| WHAT THIS TASK INVOLVES |
Keyword search on "dead": report each line of the records that contains it.

| INPUT FOR THIS TASK |
□ □ □

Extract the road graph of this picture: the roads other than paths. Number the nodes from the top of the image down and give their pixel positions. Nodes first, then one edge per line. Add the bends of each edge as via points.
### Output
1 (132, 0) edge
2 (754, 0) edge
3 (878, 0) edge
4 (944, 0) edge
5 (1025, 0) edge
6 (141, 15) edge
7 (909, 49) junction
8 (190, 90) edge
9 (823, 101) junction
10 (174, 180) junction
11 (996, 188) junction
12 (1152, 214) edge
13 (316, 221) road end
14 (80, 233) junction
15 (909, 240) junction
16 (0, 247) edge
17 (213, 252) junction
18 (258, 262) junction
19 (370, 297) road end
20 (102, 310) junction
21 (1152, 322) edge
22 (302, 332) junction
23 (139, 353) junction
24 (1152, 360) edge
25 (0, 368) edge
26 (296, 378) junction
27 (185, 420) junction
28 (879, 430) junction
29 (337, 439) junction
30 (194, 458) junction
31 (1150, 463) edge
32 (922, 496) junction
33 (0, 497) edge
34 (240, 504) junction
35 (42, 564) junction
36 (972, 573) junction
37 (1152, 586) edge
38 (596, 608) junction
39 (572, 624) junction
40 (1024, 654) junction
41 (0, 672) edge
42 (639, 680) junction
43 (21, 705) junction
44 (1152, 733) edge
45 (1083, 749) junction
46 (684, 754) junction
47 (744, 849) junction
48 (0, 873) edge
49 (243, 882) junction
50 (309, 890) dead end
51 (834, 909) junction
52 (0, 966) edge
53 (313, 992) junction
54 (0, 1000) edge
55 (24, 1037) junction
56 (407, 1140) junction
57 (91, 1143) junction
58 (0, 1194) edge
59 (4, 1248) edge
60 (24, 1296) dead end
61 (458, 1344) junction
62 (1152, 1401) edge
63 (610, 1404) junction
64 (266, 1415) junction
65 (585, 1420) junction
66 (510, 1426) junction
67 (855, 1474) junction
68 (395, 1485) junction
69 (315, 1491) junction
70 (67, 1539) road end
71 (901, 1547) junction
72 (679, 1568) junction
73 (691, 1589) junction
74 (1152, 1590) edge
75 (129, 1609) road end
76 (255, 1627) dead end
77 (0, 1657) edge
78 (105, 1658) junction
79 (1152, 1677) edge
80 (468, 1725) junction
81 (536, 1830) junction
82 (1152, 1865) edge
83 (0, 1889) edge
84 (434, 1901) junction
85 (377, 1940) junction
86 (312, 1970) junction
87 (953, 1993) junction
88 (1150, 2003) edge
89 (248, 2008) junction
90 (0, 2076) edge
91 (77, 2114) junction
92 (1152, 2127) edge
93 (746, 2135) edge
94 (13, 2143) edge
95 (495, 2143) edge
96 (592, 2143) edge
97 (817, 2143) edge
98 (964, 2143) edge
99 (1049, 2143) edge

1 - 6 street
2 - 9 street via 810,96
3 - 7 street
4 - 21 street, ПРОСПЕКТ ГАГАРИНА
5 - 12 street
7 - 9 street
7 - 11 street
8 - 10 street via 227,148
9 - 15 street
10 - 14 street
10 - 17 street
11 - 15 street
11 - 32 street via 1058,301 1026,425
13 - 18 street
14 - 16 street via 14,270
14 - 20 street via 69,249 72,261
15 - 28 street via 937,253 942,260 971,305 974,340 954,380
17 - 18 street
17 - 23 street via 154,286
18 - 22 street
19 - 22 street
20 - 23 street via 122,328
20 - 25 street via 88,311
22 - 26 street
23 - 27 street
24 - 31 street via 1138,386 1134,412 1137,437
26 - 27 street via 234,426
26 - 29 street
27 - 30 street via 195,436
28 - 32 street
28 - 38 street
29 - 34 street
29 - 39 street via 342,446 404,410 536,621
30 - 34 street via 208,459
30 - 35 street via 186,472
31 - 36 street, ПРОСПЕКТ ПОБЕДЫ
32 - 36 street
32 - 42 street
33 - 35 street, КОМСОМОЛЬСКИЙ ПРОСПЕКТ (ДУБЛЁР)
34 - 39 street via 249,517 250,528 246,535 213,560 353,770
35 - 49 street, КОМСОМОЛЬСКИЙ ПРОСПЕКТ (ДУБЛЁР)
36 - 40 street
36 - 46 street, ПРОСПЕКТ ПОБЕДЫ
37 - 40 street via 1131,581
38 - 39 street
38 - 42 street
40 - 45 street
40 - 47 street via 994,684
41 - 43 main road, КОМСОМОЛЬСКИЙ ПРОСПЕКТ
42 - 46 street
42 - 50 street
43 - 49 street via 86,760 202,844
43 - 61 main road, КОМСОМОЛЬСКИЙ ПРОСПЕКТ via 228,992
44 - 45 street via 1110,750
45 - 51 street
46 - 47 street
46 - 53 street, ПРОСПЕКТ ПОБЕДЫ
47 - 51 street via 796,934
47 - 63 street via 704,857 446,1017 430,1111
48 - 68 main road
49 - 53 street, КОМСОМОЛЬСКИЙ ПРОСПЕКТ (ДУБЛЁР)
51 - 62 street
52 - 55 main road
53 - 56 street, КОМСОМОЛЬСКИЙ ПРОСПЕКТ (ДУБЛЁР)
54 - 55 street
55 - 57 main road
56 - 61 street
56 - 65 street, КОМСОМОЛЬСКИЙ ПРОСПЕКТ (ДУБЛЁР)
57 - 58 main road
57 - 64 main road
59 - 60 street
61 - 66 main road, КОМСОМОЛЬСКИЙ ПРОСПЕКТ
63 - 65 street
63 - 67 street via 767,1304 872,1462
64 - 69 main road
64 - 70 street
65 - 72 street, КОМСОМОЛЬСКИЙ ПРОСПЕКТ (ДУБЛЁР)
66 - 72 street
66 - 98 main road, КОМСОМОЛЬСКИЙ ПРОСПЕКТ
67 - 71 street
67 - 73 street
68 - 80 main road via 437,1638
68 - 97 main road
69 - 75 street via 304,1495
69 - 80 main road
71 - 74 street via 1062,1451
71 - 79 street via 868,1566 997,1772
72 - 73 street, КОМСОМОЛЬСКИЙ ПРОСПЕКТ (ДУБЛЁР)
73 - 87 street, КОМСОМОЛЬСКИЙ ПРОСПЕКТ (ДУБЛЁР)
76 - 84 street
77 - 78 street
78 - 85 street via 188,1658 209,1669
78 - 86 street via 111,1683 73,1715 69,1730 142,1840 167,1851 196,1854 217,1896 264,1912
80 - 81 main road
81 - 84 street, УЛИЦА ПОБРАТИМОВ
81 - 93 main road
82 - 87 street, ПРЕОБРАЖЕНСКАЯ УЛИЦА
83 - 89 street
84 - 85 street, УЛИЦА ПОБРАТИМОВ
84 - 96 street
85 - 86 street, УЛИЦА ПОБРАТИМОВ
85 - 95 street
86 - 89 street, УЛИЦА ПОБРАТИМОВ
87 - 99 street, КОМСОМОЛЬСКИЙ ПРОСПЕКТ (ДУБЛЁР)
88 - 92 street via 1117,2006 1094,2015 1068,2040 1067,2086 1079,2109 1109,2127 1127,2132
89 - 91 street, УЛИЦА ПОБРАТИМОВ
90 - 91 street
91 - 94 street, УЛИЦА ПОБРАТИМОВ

□ □ □

| SOLUTION TO THIS EXERCISE |
50 (309, 890) dead end
60 (24, 1296) dead end
76 (255, 1627) dead end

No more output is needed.